#### WORK REQUEST
The answer should be a number alone: the count of lines in the listing below that include "Fratelli".

--

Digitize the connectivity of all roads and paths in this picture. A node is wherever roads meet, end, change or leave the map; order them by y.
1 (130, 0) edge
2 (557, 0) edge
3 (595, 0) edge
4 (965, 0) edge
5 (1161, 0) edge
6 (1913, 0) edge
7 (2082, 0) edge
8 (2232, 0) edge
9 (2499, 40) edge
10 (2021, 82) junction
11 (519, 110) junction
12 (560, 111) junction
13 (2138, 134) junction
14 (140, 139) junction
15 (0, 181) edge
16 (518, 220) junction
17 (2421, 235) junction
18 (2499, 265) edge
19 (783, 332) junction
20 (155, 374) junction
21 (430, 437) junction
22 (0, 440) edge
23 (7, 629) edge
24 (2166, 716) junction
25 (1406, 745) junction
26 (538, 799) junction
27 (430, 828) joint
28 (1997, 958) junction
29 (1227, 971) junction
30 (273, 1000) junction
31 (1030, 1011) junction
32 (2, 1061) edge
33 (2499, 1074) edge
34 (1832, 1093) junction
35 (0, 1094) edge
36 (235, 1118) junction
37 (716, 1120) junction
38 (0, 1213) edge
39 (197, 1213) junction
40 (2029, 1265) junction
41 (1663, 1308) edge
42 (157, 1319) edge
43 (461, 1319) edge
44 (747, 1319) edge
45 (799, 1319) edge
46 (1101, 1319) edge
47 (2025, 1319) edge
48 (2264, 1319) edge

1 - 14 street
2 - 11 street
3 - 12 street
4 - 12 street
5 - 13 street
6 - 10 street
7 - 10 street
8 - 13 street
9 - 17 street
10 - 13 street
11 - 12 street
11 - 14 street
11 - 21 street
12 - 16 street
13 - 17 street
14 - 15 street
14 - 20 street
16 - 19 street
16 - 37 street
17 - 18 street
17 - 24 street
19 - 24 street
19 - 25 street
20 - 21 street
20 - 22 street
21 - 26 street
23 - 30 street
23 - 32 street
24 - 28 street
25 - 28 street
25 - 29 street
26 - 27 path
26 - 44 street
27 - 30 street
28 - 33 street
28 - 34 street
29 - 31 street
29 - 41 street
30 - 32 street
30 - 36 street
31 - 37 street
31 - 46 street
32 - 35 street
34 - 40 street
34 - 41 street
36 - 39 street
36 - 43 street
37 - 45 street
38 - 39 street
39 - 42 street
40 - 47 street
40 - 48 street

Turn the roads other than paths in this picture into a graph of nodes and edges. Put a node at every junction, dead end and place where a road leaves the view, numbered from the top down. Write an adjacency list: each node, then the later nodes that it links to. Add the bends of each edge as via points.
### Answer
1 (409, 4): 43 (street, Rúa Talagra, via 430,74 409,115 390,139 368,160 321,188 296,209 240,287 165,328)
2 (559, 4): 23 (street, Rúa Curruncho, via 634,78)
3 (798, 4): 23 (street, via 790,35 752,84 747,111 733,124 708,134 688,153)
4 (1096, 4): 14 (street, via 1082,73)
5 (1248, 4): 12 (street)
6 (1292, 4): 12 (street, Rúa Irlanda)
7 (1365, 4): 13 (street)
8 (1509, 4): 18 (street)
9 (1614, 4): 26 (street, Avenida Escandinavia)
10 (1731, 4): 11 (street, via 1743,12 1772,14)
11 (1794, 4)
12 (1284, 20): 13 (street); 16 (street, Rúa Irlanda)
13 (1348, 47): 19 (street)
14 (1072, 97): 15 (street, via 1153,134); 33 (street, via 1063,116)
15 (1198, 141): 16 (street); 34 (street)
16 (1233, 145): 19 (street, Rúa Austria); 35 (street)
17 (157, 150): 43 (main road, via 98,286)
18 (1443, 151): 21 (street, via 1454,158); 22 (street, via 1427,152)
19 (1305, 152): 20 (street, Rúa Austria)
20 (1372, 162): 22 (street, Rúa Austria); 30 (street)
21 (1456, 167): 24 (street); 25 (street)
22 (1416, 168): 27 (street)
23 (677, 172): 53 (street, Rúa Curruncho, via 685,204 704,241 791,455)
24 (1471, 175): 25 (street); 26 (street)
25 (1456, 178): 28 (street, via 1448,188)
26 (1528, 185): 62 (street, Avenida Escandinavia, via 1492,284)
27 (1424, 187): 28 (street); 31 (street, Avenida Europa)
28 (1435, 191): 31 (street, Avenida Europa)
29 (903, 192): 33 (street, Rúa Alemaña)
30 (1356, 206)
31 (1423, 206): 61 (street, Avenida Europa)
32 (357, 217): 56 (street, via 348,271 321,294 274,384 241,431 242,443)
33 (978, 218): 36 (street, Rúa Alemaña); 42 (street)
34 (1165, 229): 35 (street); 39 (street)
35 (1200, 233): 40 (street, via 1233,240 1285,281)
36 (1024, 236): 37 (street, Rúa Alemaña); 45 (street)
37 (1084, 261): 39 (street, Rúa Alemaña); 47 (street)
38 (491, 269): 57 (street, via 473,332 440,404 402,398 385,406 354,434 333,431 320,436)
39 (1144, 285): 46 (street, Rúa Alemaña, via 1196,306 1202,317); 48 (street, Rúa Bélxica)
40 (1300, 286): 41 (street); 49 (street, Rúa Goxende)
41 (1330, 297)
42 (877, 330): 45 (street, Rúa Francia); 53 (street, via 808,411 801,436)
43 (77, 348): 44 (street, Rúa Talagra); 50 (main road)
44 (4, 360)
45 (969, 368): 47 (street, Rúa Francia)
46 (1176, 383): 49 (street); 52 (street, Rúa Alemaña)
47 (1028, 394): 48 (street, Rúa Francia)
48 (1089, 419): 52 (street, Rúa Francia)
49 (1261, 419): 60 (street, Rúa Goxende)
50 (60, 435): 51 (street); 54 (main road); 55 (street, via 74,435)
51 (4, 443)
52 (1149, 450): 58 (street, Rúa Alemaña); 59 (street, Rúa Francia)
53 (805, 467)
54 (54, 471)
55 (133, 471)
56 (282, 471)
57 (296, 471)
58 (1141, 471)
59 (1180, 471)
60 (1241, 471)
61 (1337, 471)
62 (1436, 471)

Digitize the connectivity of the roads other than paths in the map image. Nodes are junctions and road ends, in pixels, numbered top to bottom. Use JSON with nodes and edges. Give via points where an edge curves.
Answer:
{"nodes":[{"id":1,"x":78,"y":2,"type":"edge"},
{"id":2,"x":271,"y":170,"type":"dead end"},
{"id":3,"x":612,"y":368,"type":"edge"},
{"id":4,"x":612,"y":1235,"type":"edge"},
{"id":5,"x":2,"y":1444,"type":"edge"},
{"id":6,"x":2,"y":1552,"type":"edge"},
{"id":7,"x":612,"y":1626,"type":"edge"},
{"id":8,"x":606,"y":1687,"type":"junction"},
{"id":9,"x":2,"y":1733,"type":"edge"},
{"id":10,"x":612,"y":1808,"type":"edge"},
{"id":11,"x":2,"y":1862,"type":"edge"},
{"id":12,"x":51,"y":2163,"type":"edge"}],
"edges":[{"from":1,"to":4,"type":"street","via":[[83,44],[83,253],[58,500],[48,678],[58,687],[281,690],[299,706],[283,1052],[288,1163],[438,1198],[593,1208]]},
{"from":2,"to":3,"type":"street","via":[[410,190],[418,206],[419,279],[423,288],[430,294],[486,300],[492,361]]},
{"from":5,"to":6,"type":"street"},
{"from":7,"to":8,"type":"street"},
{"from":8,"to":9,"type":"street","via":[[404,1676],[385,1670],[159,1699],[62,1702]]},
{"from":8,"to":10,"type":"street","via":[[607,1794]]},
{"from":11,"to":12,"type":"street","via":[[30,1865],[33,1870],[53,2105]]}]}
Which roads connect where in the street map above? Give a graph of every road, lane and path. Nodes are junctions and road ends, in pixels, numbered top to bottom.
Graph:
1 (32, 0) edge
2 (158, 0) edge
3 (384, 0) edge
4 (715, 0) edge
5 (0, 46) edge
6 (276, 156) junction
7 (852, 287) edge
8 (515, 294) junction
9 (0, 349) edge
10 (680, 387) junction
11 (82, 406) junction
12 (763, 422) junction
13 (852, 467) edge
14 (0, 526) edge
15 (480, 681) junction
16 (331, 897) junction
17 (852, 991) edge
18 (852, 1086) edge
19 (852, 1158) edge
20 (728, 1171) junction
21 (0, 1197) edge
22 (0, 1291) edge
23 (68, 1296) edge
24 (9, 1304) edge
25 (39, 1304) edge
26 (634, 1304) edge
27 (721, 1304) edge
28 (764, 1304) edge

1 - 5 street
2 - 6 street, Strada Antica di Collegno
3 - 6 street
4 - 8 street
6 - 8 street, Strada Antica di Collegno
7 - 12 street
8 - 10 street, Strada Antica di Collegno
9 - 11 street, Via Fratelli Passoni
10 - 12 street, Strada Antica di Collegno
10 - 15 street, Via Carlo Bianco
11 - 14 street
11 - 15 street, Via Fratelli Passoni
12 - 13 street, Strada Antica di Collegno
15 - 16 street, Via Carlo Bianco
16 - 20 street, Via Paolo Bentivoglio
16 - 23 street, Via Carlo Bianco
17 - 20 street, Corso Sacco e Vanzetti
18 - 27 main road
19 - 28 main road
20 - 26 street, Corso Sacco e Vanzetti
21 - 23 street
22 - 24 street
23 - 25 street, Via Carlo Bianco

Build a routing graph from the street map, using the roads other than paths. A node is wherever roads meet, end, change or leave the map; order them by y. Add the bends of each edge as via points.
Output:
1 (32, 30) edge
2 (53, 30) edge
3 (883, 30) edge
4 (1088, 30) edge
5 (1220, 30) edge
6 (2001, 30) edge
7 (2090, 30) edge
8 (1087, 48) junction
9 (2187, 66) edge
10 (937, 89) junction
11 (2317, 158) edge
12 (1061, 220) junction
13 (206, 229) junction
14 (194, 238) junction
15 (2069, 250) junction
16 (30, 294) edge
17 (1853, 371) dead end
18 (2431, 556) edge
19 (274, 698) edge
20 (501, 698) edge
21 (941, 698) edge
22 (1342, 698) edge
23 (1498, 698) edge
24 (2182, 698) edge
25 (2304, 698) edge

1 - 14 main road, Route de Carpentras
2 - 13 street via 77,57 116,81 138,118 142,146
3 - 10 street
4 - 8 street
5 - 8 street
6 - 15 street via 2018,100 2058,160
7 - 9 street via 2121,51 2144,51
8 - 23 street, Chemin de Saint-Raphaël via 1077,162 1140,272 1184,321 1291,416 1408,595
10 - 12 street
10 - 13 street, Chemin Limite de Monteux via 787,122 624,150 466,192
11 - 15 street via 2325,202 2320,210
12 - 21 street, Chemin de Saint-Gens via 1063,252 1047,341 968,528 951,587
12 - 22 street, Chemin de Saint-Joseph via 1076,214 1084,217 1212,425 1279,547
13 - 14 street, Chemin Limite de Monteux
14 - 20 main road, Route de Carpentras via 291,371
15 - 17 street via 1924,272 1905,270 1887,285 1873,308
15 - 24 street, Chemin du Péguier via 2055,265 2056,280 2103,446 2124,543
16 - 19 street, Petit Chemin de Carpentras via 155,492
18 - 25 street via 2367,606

--

#### EXERCISE OUTPUT
2